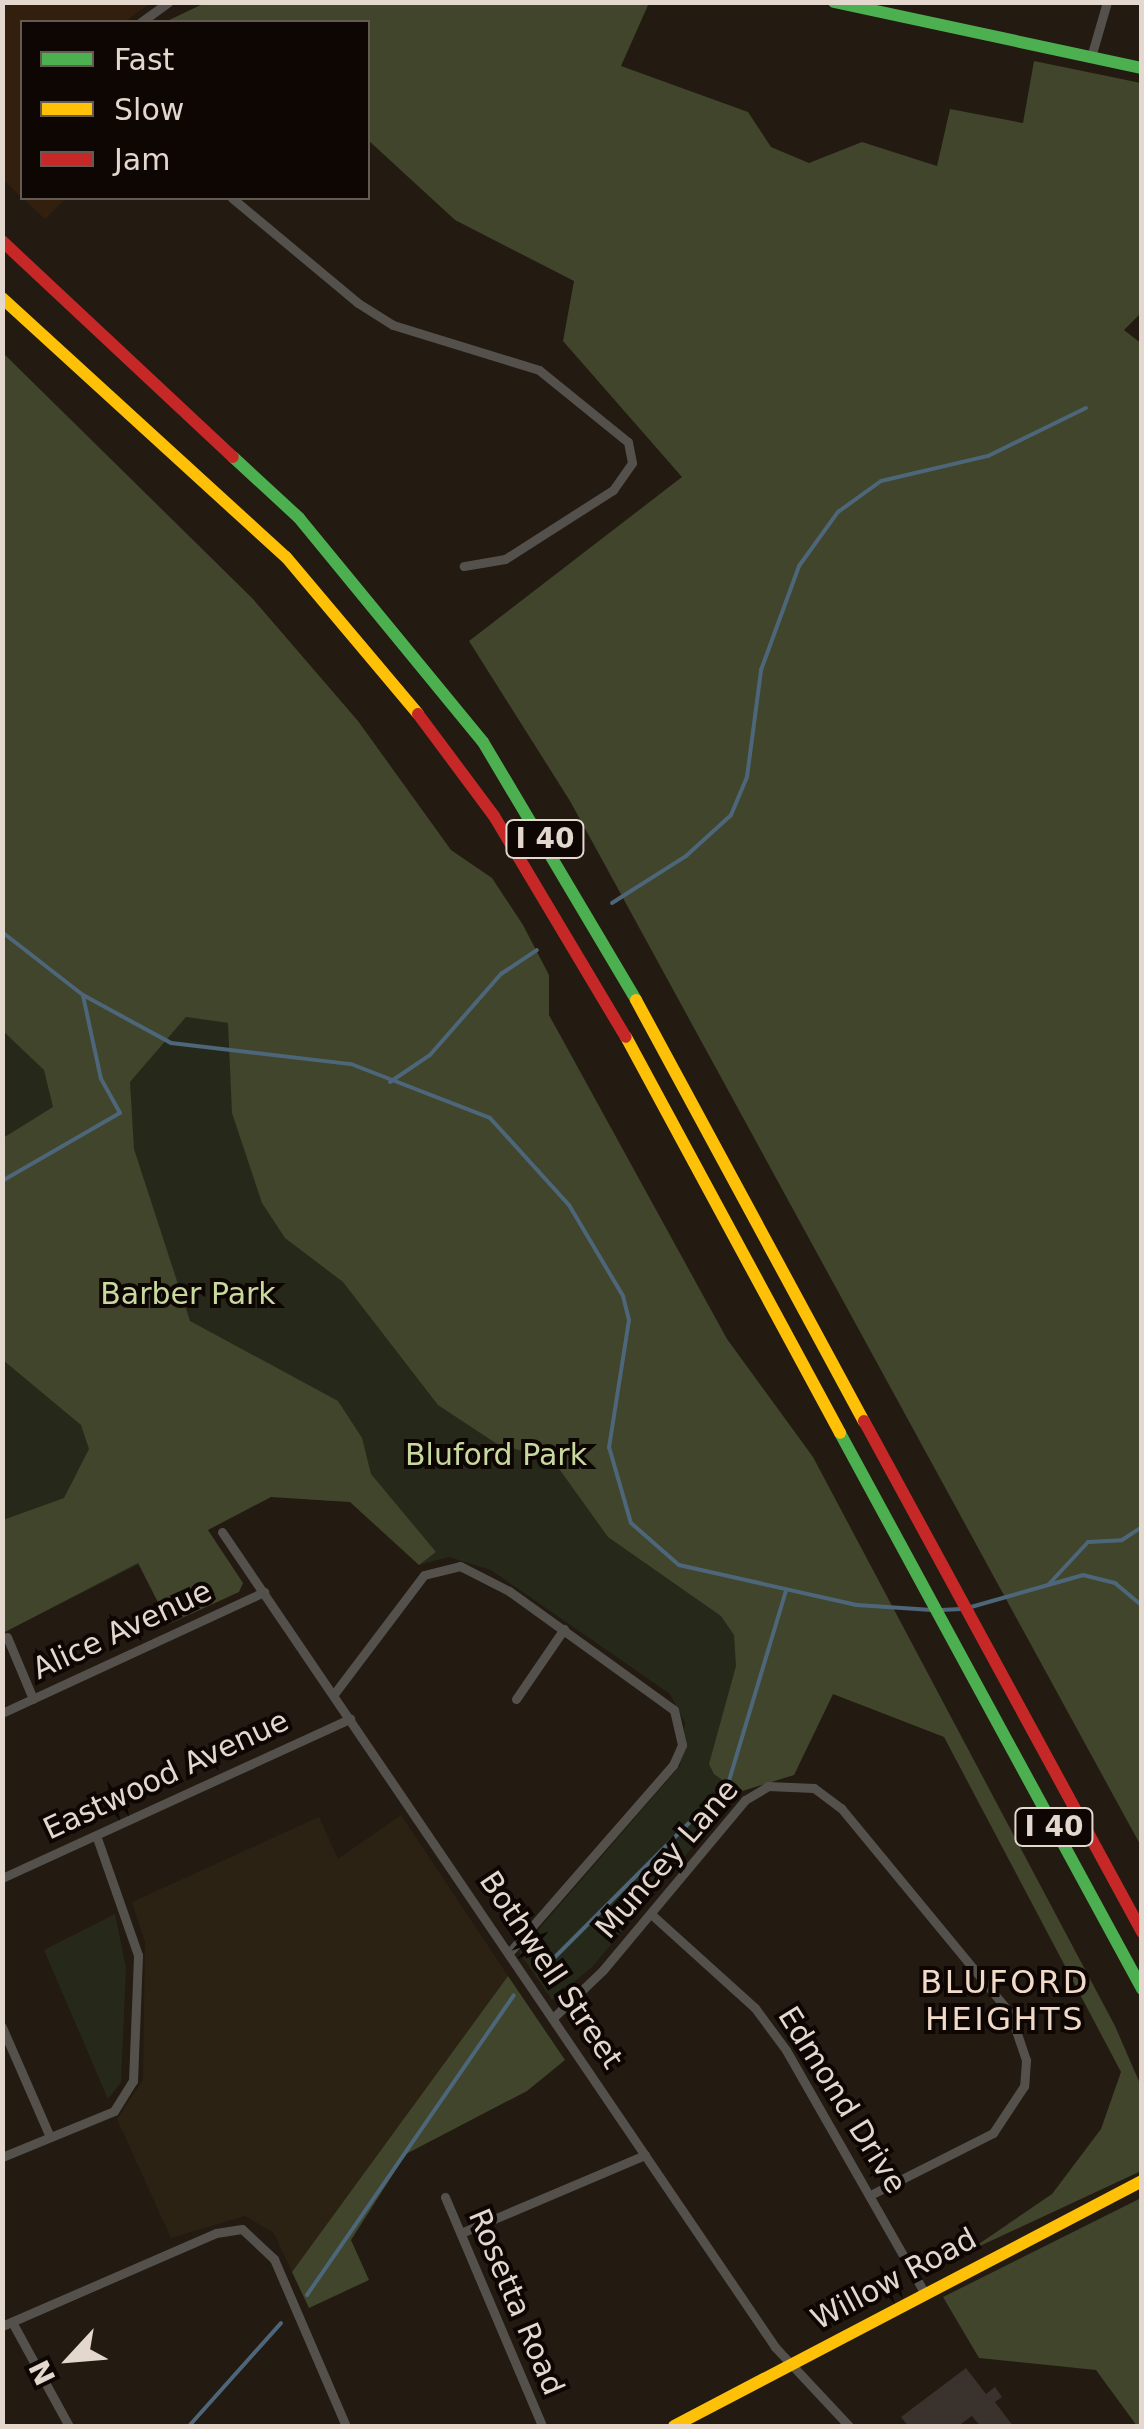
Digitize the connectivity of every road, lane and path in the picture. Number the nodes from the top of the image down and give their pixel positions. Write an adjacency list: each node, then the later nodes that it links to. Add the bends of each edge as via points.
1 (169, 2): 4 (street)
2 (834, 2): 5 (main road)
3 (1107, 2): 5 (street)
4 (144, 20)
5 (1091, 58): 6 (main road)
6 (1142, 68)
7 (234, 200): 10 (street, via 358,303 423,336 539,370 628,442 632,463 612,490 505,559)
8 (2, 241): 23 (main road, I 40, via 299,518 483,742 577,892)
9 (2, 298): 25 (main road, I 40, via 286,558 461,770 578,949)
10 (464, 566)
11 (222, 1532): 12 (street, Bothwell Street)
12 (264, 1592): 15 (street, Bothwell Street); 16 (street, Alice Avenue)
13 (564, 1629): 15 (street, via 479,1572 442,1568 424,1575); 17 (street); 24 (street, via 661,1694 674,1710 682,1745)
14 (8, 1636): 16 (street)
15 (334, 1694): 19 (street, Bothwell Street)
16 (33, 1699): 18 (street, Alice Avenue)
17 (516, 1699)
18 (2, 1714)
19 (350, 1718): 20 (street, Eastwood Avenue); 24 (street, Bothwell Street)
20 (96, 1834): 21 (street, Eastwood Avenue); 28 (street, via 138,1955 133,2082 114,2110)
21 (2, 1878)
22 (651, 1914): 26 (street, Muncey Lane); 32 (street, Edmond Drive, via 755,2008); 32 (street, Muncey Lane, via 745,1800 768,1786 802,1785 841,1808 1010,2012 1026,2060 1013,2109 993,2133)
23 (1142, 1932)
24 (509, 1952): 26 (street, Bothwell Street)
25 (1142, 1989)
26 (553, 2018): 29 (street, Bothwell Street)
27 (2, 2027): 28 (street)
28 (50, 2137): 30 (street)
29 (646, 2155): 34 (street); 37 (street, Bothwell Street)
30 (2, 2157)
31 (1142, 2181): 35 (main road, Willow Road)
32 (874, 2193): 35 (street, Edmond Drive)
33 (444, 2196): 34 (street, Rosetta Road)
34 (461, 2233): 40 (street, Rosetta Road)
35 (923, 2290): 37 (main road, Willow Road)
36 (7, 2324): 38 (street); 39 (street, via 216,2233 256,2234)
37 (792, 2361): 41 (main road, Willow Road); 42 (street, Bothwell Street)
38 (68, 2426)
39 (346, 2426)
40 (542, 2426)
41 (674, 2426)
42 (849, 2426)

━━━━━━━━━━━━━━━━

• _WORK TASK_: Check each line of the data above, and please copy the ones in which the string "Drive" occurs.

• _RESPONSE AREA_:
22 (651, 1914): 26 (street, Muncey Lane); 32 (street, Edmond Drive, via 755,2008); 32 (street, Muncey Lane, via 745,1800 768,1786 802,1785 841,1808 1010,2012 1026,2060 1013,2109 993,2133)
32 (874, 2193): 35 (street, Edmond Drive)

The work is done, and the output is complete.